The industrial supply in Los Angeles is only getting tighter, and for tenants that is going to mean higher rents and even more challenges securing space in 2019. According to the latest market report from Newmark Knight Frank, the Los Angeles industrial vacancy rates was 1.1% in the fourth quarter, and while there is some new construction activity, the absorption rate is on par with new supply. In fact, new product built in the last eight years drove the absorption activity in 2018.
“Educating tenants as to how tight market conditions are remains one of the toughest jobs we have right now,” John McMillan, vice chairman at Newmark Knight Frank, tells GlobeSt.com. “Many leases that are rolling were transacted from 2009 to 2013 before the market really took off. Back then tenants might have had 10 to 20 options or more to choose from, depending on the size of the requirement and geographic region they were looking in. Now they might have just a handful at most.”
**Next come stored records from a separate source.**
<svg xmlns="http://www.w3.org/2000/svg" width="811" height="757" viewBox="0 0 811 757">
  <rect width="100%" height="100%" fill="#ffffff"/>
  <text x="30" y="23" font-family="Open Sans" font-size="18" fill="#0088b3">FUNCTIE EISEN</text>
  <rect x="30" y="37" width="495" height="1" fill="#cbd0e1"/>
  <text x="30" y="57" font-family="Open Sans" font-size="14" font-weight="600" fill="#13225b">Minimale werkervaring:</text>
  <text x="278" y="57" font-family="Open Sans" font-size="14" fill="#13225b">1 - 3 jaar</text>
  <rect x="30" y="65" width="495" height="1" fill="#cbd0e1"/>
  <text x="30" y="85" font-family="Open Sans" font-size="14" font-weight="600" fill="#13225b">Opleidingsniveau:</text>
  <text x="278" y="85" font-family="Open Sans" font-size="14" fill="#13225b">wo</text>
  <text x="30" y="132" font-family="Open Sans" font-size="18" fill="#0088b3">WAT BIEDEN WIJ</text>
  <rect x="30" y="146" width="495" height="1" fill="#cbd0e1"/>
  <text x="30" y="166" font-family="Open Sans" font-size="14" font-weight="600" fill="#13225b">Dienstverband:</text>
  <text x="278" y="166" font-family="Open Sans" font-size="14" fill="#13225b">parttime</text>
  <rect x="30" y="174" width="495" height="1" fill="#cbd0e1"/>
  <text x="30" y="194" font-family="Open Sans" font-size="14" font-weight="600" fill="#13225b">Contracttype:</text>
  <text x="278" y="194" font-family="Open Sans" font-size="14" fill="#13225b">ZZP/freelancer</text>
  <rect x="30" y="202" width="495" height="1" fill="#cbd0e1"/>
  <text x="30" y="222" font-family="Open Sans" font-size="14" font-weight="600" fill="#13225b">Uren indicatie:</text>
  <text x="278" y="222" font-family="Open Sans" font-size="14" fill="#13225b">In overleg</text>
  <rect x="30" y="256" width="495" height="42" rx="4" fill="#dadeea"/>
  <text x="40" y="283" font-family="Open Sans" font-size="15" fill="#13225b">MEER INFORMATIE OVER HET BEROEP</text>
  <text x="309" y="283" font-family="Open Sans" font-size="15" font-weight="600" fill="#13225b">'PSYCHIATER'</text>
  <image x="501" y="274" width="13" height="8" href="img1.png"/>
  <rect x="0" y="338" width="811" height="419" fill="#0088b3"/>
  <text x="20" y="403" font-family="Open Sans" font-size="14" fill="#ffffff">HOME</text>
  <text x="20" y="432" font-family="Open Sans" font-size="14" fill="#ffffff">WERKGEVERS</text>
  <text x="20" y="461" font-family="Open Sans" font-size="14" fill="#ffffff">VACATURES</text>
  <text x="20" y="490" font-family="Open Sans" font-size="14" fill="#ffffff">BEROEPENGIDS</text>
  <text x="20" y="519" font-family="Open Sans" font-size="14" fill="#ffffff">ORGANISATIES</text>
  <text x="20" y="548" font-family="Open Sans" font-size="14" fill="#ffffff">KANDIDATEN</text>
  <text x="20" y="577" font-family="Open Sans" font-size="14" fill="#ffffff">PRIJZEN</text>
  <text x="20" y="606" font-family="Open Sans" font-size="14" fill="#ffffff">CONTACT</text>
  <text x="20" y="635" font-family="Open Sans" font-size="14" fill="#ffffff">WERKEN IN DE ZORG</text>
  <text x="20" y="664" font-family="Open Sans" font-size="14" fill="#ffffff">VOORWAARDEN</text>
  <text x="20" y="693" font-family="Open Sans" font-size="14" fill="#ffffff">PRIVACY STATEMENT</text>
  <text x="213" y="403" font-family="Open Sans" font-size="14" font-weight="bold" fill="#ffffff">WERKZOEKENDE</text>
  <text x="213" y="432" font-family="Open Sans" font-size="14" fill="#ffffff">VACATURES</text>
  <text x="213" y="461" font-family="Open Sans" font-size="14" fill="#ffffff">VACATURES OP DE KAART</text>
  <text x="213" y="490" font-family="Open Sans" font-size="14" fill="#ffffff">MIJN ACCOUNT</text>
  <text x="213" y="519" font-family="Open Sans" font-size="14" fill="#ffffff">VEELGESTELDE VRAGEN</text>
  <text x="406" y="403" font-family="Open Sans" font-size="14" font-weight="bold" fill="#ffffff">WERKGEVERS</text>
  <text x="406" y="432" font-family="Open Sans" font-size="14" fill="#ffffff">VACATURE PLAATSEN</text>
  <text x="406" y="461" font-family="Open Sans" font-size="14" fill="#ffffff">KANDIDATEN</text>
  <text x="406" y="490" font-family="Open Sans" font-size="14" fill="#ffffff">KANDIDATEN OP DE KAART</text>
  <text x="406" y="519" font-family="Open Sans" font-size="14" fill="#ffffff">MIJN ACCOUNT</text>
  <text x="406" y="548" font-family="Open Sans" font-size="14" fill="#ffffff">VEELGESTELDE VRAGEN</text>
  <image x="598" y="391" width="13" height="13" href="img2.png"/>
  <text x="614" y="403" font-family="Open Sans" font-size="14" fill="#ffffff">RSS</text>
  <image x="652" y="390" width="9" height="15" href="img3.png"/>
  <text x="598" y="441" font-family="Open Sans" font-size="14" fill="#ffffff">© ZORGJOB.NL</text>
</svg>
As a result of the limited supply, tenants are signing longer lease terms. In 2018, the average lease term was 79 months, compared to 69 months in 2017 and 55 months in 2015. Tenants are also starting the hunt for space early, while landlords are focusing on credit and lease term. “Tenants are also exploring the market farther in advance of their lease rollover than ever before—certainly before their option window opens/closes, if they even have one,” says McMillan. “If they do it is usually nine to 12 months prior to their lease expiration. Smart tenants, and brokers, will start exploring the market 12 to 18 months in advance, at least for requirements over 50,000 square feet.”
Most opportunities are found when existing tenants with expiring leases are slow to start the negotiation process, leaving room for another tenant to swoop in. “There are plenty of examples of tenants not exercising their options, or forgetting about them, then having their space leased out from under them by another tenant who's more educated on current market conditions,” adds McMillan. “In many cases the tenant coming in is willing to wait six to sometimes even 12 months to get to the space, because they've explored the market well enough to know that is the best choice they're going to have.”
Los Angeles isn't the only market experiencing a dearth of industrial product. Available space is limited throughout Southern California. For tenants looking in the tight market, there is really no place to go. “It's tight everywhere in Southern California, although the Inland Empire at least has some land that can be developed,” says McMillan.
This year, McMillan expects the same challenges—and strong activity and demand. “We are still very bullish,” he says. “Who knows if it will be as frenzied as the period from 2014 to 2018, but we still expect solid activity and rent growth. If the first week of January is any indication, it's going to be a very good year.”